Well, I did finish The Honourable Schoolboy on the last day of the month, burning the midnight oil because I needed to know how it ended...
This gets off to a slow start with Smiley and a small handpicked team going through the archives, hunting for something with which to buy their way back into the trust of their masters. The trail leads to Hong Kong, and once he has an agent in the field the pace quickens considerably, with Wetherby traipsing all over South East Asia. I really like the way he juxtaposes the calm world of the desk pushers and their planning with the action going on in the real world, where humans provide an uncalculable factor and things run out of control. I also think it’s clever to keep Peter Guillam on hand who probably is often quite as bewildered by Smiley as the reader is.

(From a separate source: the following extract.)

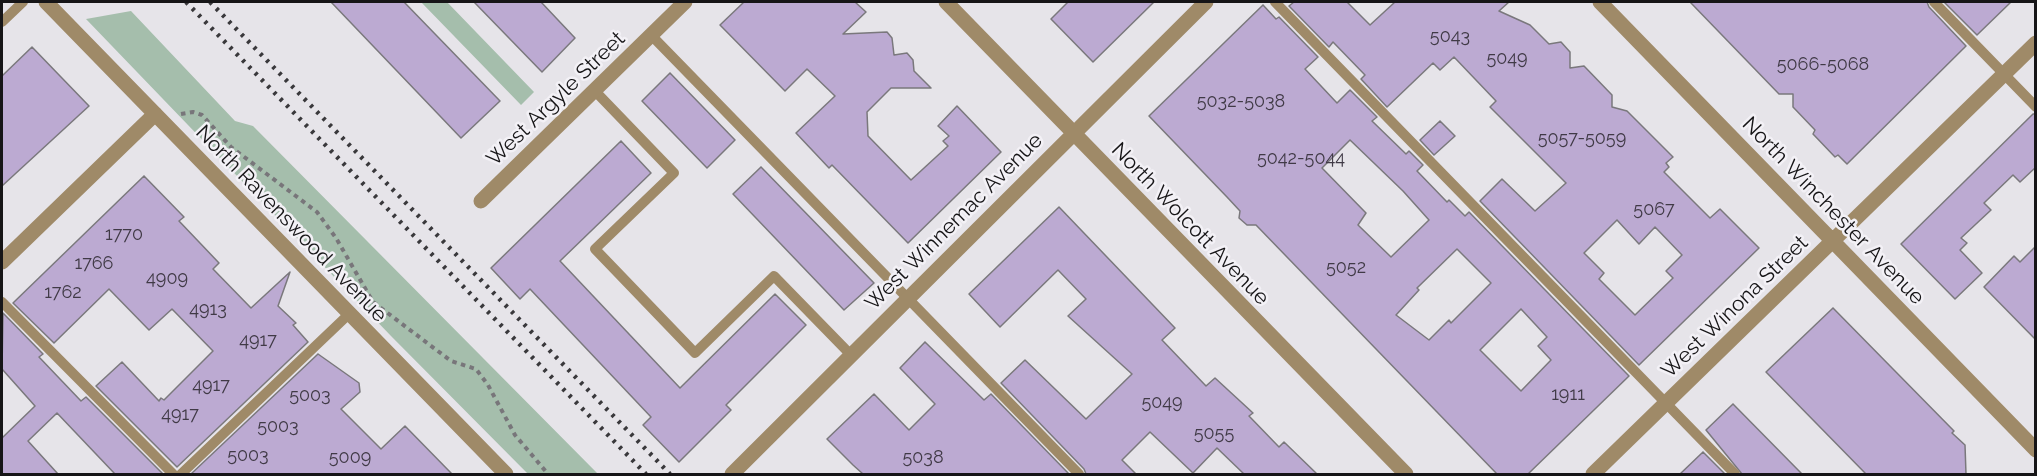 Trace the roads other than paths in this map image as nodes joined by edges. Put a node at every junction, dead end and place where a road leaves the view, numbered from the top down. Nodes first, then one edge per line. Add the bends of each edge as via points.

I do wonder about the narrator, though: whom is he addressing? (Given that this was written in 1977 and that Whitehall is such a men’s bastion, we may safely assume he is male.) He has access to all the files and is reviewing Smiley's work after the event, to what purpose? I suppose I need to read the next one and hope he’ll tell us.

18SassyLassy
Feb 23, 2025, 4:38 pm

I read A Legacy of Spies wherein Peter Guilliam is hauled out of retirement to come back to London to be interrogated about the events in The Spy Who Came in from the Cold.